* **Exercise**
Find every line in the records below that holds the word "Camelback", and copy it out.

[Dataset entries]
- - -

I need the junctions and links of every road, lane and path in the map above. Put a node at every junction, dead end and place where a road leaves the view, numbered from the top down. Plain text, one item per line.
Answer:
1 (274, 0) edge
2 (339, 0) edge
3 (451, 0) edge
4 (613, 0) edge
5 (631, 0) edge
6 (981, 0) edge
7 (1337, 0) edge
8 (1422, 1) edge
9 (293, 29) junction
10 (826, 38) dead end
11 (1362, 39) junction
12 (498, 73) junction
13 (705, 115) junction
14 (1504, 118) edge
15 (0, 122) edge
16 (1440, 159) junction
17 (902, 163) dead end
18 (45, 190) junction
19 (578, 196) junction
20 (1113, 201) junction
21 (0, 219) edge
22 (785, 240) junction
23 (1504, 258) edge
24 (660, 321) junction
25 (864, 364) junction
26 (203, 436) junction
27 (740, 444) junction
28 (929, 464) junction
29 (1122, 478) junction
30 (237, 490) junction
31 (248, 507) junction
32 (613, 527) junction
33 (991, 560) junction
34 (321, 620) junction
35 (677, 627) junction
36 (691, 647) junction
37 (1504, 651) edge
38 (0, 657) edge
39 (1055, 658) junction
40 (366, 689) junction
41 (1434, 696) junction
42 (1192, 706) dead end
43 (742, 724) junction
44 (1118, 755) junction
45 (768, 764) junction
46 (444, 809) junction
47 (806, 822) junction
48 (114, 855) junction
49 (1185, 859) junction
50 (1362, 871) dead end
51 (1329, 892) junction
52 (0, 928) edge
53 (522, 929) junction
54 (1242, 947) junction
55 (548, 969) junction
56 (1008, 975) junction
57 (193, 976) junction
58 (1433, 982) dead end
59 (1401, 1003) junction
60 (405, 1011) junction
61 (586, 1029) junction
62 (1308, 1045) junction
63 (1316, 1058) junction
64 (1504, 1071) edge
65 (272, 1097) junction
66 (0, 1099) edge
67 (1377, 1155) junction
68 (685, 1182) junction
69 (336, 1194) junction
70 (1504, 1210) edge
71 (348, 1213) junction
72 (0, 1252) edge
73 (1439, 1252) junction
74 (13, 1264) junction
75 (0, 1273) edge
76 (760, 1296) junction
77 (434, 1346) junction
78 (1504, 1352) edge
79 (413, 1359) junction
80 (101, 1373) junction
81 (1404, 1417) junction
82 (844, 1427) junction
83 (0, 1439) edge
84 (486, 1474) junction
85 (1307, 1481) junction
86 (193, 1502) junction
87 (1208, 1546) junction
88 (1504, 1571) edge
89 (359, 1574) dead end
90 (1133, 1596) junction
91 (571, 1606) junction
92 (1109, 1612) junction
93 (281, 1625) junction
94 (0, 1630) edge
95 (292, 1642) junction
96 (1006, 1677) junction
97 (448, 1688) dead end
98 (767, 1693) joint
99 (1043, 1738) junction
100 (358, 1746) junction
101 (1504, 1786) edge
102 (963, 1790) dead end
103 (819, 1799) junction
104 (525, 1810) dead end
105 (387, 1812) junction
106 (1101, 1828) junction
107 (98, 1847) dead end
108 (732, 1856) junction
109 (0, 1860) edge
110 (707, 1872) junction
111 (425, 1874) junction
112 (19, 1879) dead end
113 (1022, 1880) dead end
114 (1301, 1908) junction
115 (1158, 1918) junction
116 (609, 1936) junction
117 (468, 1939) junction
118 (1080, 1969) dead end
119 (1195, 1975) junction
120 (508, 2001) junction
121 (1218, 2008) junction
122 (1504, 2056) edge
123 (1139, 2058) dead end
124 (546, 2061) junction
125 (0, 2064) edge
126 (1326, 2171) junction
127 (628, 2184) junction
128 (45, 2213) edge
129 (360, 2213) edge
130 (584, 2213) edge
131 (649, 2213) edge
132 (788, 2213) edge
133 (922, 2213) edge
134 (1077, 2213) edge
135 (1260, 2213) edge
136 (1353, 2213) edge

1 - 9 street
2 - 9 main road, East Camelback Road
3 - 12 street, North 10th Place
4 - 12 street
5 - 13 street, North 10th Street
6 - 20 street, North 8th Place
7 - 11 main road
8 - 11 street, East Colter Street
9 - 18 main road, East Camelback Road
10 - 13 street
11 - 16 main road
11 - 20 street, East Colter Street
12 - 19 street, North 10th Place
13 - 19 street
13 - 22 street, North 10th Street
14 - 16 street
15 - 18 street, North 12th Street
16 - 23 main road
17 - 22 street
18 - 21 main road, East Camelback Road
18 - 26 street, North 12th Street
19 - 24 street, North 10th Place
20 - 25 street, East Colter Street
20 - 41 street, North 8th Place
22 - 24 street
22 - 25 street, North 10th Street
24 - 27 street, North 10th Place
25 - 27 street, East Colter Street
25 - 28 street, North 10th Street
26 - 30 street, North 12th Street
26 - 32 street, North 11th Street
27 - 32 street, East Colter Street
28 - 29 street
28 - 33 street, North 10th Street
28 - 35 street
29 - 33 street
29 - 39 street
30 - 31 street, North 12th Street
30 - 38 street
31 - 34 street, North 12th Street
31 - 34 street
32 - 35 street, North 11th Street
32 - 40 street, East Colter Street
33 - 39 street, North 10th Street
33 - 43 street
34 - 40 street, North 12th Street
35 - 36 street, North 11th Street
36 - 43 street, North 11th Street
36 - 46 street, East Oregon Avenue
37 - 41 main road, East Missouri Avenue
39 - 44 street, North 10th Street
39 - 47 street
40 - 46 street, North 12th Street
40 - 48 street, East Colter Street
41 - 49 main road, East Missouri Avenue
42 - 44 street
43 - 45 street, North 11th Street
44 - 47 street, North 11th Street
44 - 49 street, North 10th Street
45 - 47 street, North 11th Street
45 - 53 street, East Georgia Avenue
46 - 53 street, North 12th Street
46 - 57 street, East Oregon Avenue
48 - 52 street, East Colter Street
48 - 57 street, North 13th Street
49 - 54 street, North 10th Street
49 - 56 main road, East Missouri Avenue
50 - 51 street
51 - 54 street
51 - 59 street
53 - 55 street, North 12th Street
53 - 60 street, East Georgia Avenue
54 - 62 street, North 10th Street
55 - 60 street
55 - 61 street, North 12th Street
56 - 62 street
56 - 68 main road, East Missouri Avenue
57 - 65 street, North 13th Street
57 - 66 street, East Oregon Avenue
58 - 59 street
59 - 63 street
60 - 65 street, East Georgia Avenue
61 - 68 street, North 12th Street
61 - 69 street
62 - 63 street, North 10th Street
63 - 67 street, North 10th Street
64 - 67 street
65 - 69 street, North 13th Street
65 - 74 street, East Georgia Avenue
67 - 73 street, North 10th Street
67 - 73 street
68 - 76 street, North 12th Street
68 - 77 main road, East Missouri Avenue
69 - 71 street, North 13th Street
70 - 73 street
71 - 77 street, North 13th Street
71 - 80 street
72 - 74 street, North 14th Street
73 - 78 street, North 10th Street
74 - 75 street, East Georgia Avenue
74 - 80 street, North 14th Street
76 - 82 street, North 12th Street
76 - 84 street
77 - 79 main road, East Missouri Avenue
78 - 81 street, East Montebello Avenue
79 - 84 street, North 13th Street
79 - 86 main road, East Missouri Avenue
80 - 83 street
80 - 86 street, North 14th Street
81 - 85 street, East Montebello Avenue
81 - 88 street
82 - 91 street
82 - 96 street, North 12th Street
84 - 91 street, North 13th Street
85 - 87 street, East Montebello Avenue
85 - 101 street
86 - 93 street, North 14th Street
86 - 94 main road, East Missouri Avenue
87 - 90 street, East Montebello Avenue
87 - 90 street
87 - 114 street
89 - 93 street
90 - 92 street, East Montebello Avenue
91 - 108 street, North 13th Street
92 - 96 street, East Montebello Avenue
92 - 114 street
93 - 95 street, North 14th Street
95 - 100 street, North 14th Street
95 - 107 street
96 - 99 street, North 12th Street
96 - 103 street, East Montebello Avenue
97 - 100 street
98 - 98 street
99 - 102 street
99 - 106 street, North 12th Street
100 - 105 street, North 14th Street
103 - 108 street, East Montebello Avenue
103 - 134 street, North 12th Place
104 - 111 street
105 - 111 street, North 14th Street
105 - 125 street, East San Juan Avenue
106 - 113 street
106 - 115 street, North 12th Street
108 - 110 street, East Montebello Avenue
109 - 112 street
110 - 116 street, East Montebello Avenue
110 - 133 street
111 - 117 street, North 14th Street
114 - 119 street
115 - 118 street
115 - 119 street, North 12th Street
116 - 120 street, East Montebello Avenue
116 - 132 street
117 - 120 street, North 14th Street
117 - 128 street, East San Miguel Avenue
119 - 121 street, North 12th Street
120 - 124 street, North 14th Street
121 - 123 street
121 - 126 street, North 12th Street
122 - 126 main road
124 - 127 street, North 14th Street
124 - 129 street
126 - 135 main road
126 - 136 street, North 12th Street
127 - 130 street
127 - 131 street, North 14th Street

- - -

* **Solved problem**
2 - 9 main road, East Camelback Road
9 - 18 main road, East Camelback Road
18 - 21 main road, East Camelback Road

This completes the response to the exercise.